Elizabeth FitzGerald teaches homeschoolers how to teach their children to read using Wanda Sanseri’s Spell to Write and Read (SWR) program. Over the years of homeschooling her own children and teaching other parents, she began to investigate whether or not it made sense to teach cursive handwriting from the start rather than beginning with manuscript and transitioning to cursive. She experimented with her own children with very successful results. Cursive First grew out of the need to share her methods for teaching cursive in conjunction with (SWR). Wanda Sanseri initially resisted the cursive first approach, but eventually became a believer and supporter, writing the foreword to this book.
Cursive First teaches a fairly simple style of cursive; it includes simple loops and a moderate slant. A clock face is used to help with instruction along with the idea of a house with a main floor, basement, and attic for alignment. Kinesthetic activities for developing both gross and small motor coordination are suggested in the book, so this isn't simply a pencil-and-paper approach.

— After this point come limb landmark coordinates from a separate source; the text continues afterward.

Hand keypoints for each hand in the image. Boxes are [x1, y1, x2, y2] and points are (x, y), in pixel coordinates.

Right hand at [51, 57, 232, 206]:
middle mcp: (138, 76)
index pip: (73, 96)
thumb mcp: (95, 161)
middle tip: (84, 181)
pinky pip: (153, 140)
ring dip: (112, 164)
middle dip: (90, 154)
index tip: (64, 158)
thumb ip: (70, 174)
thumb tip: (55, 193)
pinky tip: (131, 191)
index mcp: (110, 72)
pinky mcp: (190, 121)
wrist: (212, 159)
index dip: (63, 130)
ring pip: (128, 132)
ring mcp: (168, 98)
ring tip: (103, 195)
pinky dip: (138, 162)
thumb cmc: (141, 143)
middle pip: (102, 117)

The Cursive First book is sold only with other items. The basic package includes the book, a set of cards, and practice worksheets. The cards should be laminated and cut apart. The cards feature models of each lower case letter on one side, and instruction information on the reverse for pronunciation, key words, and formation of the letter. Students use the reproducible practice worksheets to practice writing lower and upper case letters, phonograms as taught in (SWR), and numerals. Practice sheets provide practice with letters and words, but not sentences. FitzGerald suggests that you shift into having students practice their penmanship within their spelling lessons and other writing assignments as they develop enough fluency to do so.

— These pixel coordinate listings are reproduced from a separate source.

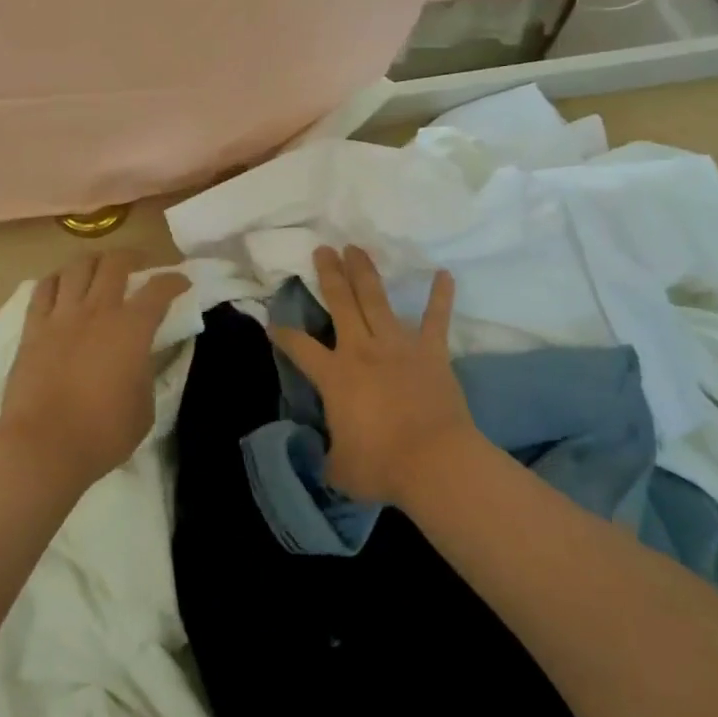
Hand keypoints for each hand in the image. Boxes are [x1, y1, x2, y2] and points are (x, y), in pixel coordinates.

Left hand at [0, 250, 189, 491]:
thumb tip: (140, 359)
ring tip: (99, 269)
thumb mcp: (145, 407)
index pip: (159, 289)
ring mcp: (62, 316)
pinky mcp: (33, 328)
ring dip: (93, 261)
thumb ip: (145, 373)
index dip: (174, 281)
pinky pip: (43, 289)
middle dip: (132, 257)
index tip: (182, 283)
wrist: (44, 446)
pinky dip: (57, 280)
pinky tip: (62, 285)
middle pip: (115, 263)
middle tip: (139, 266)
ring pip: (77, 266)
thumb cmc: (103, 433)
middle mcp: (98, 310)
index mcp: (132, 328)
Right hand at [270, 245, 478, 506]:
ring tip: (356, 248)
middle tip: (323, 250)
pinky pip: (436, 319)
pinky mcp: (431, 352)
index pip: (299, 347)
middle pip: (340, 302)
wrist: (434, 462)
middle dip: (329, 274)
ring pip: (376, 299)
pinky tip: (444, 274)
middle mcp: (361, 350)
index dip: (283, 335)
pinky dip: (440, 296)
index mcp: (334, 375)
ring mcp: (397, 346)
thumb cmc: (381, 466)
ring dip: (365, 272)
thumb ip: (328, 454)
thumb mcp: (339, 468)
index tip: (273, 324)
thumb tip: (326, 454)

The book serves as a teacher manual, including suggestions on how to align instruction with (SWR) lessons, even if teaching cursive as a transition from manuscript. The book also dedicates quite a bit of space to a history of the development of handwriting and an explanation of the methodology.
This course requires direct instruction although students should be able to actually practice on their own. There is no grade level designation, so it might be used with all ages. While it aligns with (SWR), it will work apart from that program. If you are not using SWR, you will need a package that includes the 70 Basic Phonogram Cards. See the publisher's website for the package options.